_Aim of the task_: Scan the material and copy out each line where the word "Πλάτωνος" occurs.

_Records shown_:
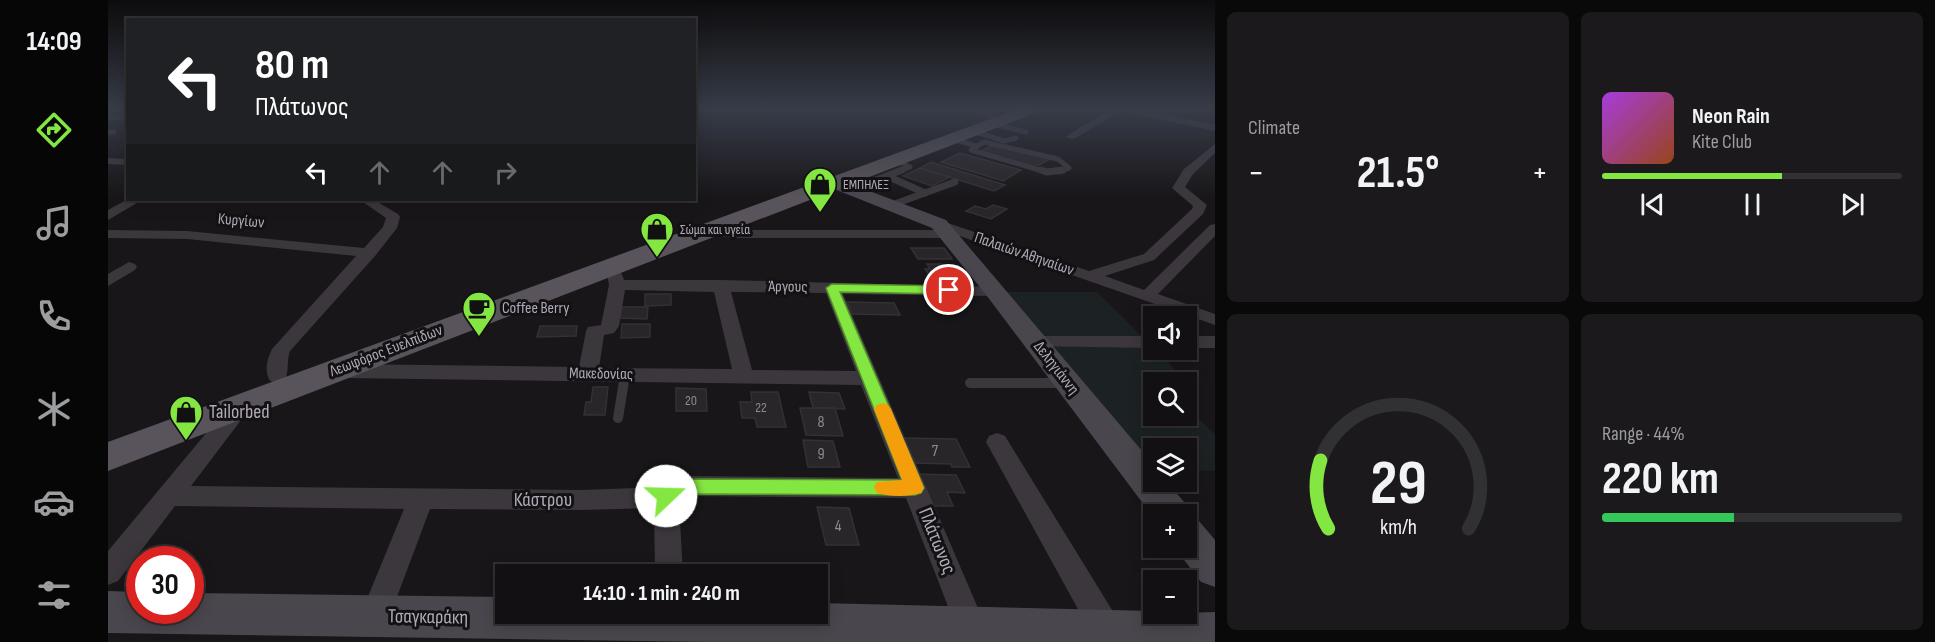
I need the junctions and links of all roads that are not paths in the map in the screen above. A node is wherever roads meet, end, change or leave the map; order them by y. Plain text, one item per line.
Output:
1 (957, 138) edge
2 (963, 138) edge
3 (980, 138) edge
4 (987, 138) edge
5 (1002, 138) edge
6 (1016, 138) dead end
7 (1215, 147) edge
8 (108, 161) edge
9 (126, 162) edge
10 (108, 170) edge
11 (884, 172) junction
12 (955, 182) dead end
13 (835, 183) junction
14 (925, 193) junction
15 (133, 201) edge
16 (368, 201) edge
17 (1208, 205) edge
18 (892, 206) junction
19 (108, 216) edge
20 (1215, 228) edge
21 (712, 229) junction
22 (943, 229) junction
23 (108, 234) edge
24 (370, 253) junction
25 (108, 267) edge
26 (616, 275) junction
27 (1089, 276) junction
28 (108, 281) edge
29 (721, 285) junction
30 (832, 288) junction
31 (995, 291) junction
32 (1147, 296) junction
33 (1215, 320) edge
34 (1036, 342) junction
35 (1143, 342) edge
36 (1197, 342) edge
37 (1215, 342) edge
38 (333, 370) junction
39 (588, 373) junction
40 (625, 375) junction
41 (743, 375) junction
42 (277, 376) junction
43 (870, 378) junction
44 (1068, 382) junction
45 (970, 383) dead end
46 (242, 405) junction
47 (618, 418) dead end
48 (108, 439) edge
49 (997, 442) dead end
50 (108, 457) edge
51 (915, 488) junction
52 (170, 496) junction
53 (666, 496) junction
54 (421, 499) junction
55 (1164, 504) edge
56 (1197, 547) edge
57 (669, 564) edge
58 (1215, 569) edge
59 (108, 572) edge
60 (108, 612) edge
61 (375, 616) junction
62 (828, 623) edge
63 (622, 624) edge
64 (972, 628) junction
65 (573, 631) edge
66 (1107, 631) junction
67 (1215, 634) edge

1 - 42 main road, Λεωφόρος Ευελπίδων
2 - 11 main road, Λεωφόρος Ευελπίδων
3 - 4 lane
5 - 6 lane
7 - 17 street
8 - 9 street
9 - 10 street
11 - 13 main road, Λεωφόρος Ευελπίδων
11 - 14 lane
12 - 14 lane
13 - 18 street, Παλαιών Αθηναίων
13 - 21 main road, Λεωφόρος Ευελπίδων
14 - 18 lane
15 - 19 street
16 - 24 street
17 - 27 street
18 - 22 street, Παλαιών Αθηναίων
20 - 32 street
21 - 22 street
21 - 26 main road, Λεωφόρος Ευελπίδων
22 - 27 street, Παλαιών Αθηναίων
22 - 31 street, Δεληγιάννη
23 - 24 street, Κυργίων
24 - 42 street
25 - 28 street
26 - 29 street, Άργους
26 - 38 main road, Λεωφόρος Ευελπίδων
26 - 39 street
27 - 32 street, Παλαιών Αθηναίων
29 - 30 street, Άργους
29 - 41 street
30 - 31 street, Άργους
30 - 43 street, Πλάτωνος
31 - 34 street, Δεληγιάννη
32 - 33 street, Παλαιών Αθηναίων
34 - 35 street
34 - 44 street, Δεληγιάννη
36 - 37 street
38 - 39 street, Μακεδονίας
38 - 46 main road, Λεωφόρος Ευελπίδων
39 - 40 street, Μακεδονίας
40 - 41 street, Μακεδονίας
40 - 47 lane
41 - 43 street, Μακεδονίας
42 - 48 main road, Λεωφόρος Ευελπίδων
43 - 51 street, Πλάτωνος
44 - 45 lane
44 - 55 street, Δεληγιάννη
46 - 50 main road, Λεωφόρος Ευελπίδων
46 - 52 street
49 - 66 street
51 - 53 street, Κάστρου
51 - 64 street, Πλάτωνος
52 - 54 street, Κάστρου
52 - 59 street
53 - 54 street, Κάστρου
53 - 57 street
54 - 61 street
56 - 58 street
60 - 61 street, Τσαγκαράκη
61 - 65 street, Τσαγκαράκη
62 - 64 street, Τσαγκαράκη
63 - 65 street, Τσαγκαράκη
64 - 66 street, Τσαγκαράκη
66 - 67 street, Τσαγκαράκη

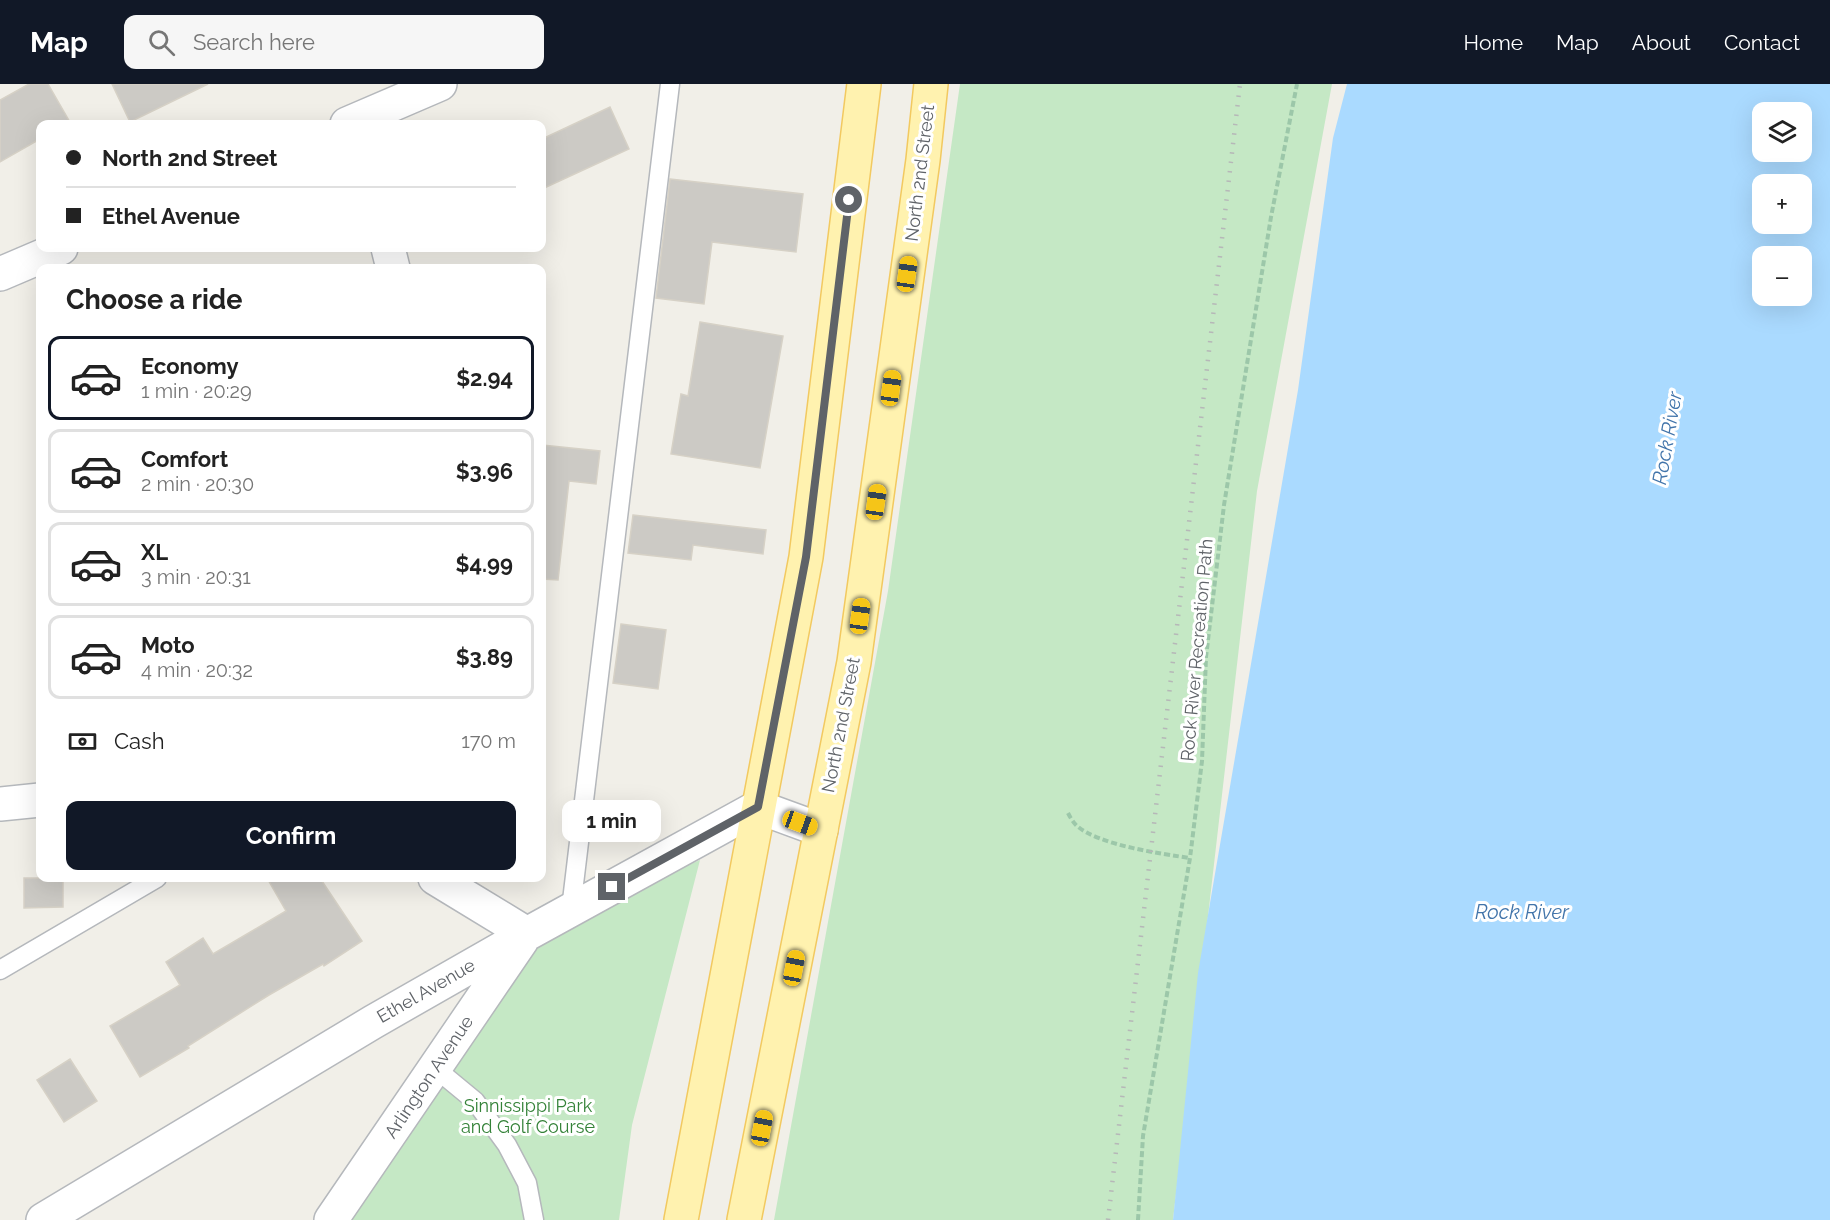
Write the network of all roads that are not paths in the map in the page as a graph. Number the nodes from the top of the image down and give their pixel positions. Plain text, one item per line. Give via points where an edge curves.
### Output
1 (440, 84) edge
2 (670, 84) edge
3 (864, 84) edge
4 (931, 84) edge
5 (361, 120) edge
6 (52, 252) edge
7 (0, 274) edge
8 (36, 800) edge
9 (0, 804) edge
10 (758, 807) junction
11 (821, 830) junction
12 (149, 882) edge
13 (442, 882) edge
14 (571, 909) junction
15 (527, 934) junction
16 (0, 969) edge
17 (435, 1068) junction
18 (43, 1220) edge
19 (331, 1220) edge
20 (534, 1220) edge
21 (681, 1220) edge
22 (744, 1220) edge

1 - 5 street
2 - 14 lane
3 - 10 main road via 806,557
4 - 11 main road, North 2nd Street via 854,662
6 - 7 street
8 - 9 street
10 - 11 street
10 - 14 street, Ethel Avenue
10 - 21 main road
11 - 22 main road, North 2nd Street
12 - 16 lane
13 - 15 street
14 - 15 street, Ethel Avenue
15 - 17 street, Arlington Avenue
15 - 18 street, Ethel Avenue
17 - 19 street, Arlington Avenue
17 - 20 lane via 475,1101 507,1145 527,1184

_Solution for this task_:
30 - 43 street, Πλάτωνος
43 - 51 street, Πλάτωνος
51 - 64 street, Πλάτωνος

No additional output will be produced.